# New White Quilting Sewing Machine model 1740, hard case!



## romysbaskets

This is a bargain for those who quilt and it is new. It was a gift to a lady I know and she gave it to me to sell. It is referred to as a compact sew and serge. 

This White Quilting Machine model 1740 retails for $299. I am asking $100 plus shipping, weight of 17 lbs prior to packing material and box.

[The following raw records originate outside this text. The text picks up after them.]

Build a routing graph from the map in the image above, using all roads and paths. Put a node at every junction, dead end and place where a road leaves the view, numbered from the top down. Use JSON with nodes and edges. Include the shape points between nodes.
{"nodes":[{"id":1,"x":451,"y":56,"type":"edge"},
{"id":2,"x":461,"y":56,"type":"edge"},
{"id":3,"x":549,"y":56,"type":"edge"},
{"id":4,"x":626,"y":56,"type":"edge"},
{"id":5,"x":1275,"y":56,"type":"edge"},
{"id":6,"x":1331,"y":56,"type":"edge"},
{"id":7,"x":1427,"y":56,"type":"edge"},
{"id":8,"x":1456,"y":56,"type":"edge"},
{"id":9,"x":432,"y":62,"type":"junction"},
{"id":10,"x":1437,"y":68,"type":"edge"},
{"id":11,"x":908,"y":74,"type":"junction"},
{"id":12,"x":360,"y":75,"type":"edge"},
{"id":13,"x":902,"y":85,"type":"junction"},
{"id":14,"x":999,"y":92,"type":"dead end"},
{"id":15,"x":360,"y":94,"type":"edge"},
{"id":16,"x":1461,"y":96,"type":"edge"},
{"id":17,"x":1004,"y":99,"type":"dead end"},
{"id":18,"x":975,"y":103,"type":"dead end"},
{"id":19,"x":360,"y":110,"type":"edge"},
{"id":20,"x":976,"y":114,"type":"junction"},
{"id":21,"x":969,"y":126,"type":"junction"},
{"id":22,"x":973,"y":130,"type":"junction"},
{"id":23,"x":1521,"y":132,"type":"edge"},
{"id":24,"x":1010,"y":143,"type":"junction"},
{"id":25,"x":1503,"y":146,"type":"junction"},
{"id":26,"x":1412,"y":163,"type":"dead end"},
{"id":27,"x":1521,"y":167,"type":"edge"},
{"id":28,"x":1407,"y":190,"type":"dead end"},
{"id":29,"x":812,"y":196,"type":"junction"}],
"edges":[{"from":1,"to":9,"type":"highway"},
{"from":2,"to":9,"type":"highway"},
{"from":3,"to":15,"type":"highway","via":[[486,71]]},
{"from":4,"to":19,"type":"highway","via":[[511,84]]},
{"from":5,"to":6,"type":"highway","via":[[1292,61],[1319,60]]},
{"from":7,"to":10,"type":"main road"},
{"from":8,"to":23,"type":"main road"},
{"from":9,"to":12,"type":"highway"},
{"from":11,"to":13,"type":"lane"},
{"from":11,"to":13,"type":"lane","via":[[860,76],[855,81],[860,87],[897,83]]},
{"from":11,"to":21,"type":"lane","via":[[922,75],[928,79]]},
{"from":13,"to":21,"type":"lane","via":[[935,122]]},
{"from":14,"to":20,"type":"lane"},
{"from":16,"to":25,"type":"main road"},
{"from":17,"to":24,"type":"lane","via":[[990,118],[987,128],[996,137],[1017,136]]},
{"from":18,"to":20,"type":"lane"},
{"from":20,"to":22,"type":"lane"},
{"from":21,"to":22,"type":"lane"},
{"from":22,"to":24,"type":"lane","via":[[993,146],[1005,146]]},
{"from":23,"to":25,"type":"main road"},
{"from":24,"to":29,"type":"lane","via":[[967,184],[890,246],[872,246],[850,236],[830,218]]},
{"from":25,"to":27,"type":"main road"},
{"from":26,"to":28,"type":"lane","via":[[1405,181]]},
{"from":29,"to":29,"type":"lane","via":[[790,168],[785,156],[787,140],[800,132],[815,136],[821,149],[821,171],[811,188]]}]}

This is a compact machine and can be moved around easily. The hard case becomes the extension bed. 

Here are the specs:

Hard Shell Case 
Instruction Manual 
Foot Control 
Even Feed Walking Foot 
Quilting Guide Bar 
Embroidery Foot (Free Motion) 
Pin Tuck Foot 
Satin Stitch Foot 
1/4 Inch Foot 
All-Purpose Zig-Zag Foot 
Overcasting Foot 
Zipper/Cording Foot 
Hemmer (Rolled Edge) Foot 
Non-Stick Coated All-Purpose Zig-Zag Foot 
Gathering Foot 
Button Sewing Foot 
Buttonhole Foot 
Blind Hem Foot 

It has:

15 Built-In Stitches 
45 Stitch Functions 
Convenient Top Drop-In Bobbin 
Convenient Free-Arm Design for tubular items 
Auto Needle Position Up/Down Control Button 
Variable Electronic Speed Control on Machine and Foot 
Built-In Automatic Needle Threader 
4-Step Automatic Bartack Buttonhole System 
3 Variable Needle Positions, Left, Center and Right 
Stitch Selection View-Thru Indicator 
Extra Long Extension Bed for Quilting 
Detachable Carrying Case 
Auto-Declutch Bobbin Winder 
Adjustable Stitch Width up to 5mm 
Adjustable Stitch Length up to 5mm 
Built-In Universal Tension Dial 
Snap-On Presser Feet are easy to change 
Electronic Foot Control does not heat up 
Die-Cast Aluminum Frame 
Horizontal Spool Pin for No-spin thread delivery 
Etched Needle Plate Markings for Hems and Edges 
Built-In Carrying handle for Portability 
Convenient Thread Cutter 
Built-In Sewing Light 

Here are stock pics as they show the machine in use and all the attachments out. I have not unbagged them so I thought this was easier. I will also add pics of the machine as it is, ready to pack and ship. 




























You can pm me, post on this page or email me at [email protected]

I prefer Paypal for this item. 

Thanks for checking this out!

She is a sweet little machine!


----------



## Belfrybat

Sending a PM


----------



## romysbaskets

This item is new but not in it's original box, this is how it was handed to me in trade. I will call to see about the warranty info for those who are interested... Yes it is brand new but no it does not come with the original box. All attachments are in the bag they came in. 

Still AVAILABLE

Thanks so much!


----------



## romysbaskets

Price lowered to $80 plus shipping! I would like to term this as like new since I do not have the box. A really nice machine, hope she finds a home soon.

SOLD!

Thanks everyone!


----------



## Madame

If the sale doesn't happen for whatever reason, I'd like it.


----------



## romysbaskets

Madame said:


> If the sale doesn't happen for whatever reason, I'd like it.


Thank you Madame, it did sell. I wish I had another for you, it is a very nice machine.


----------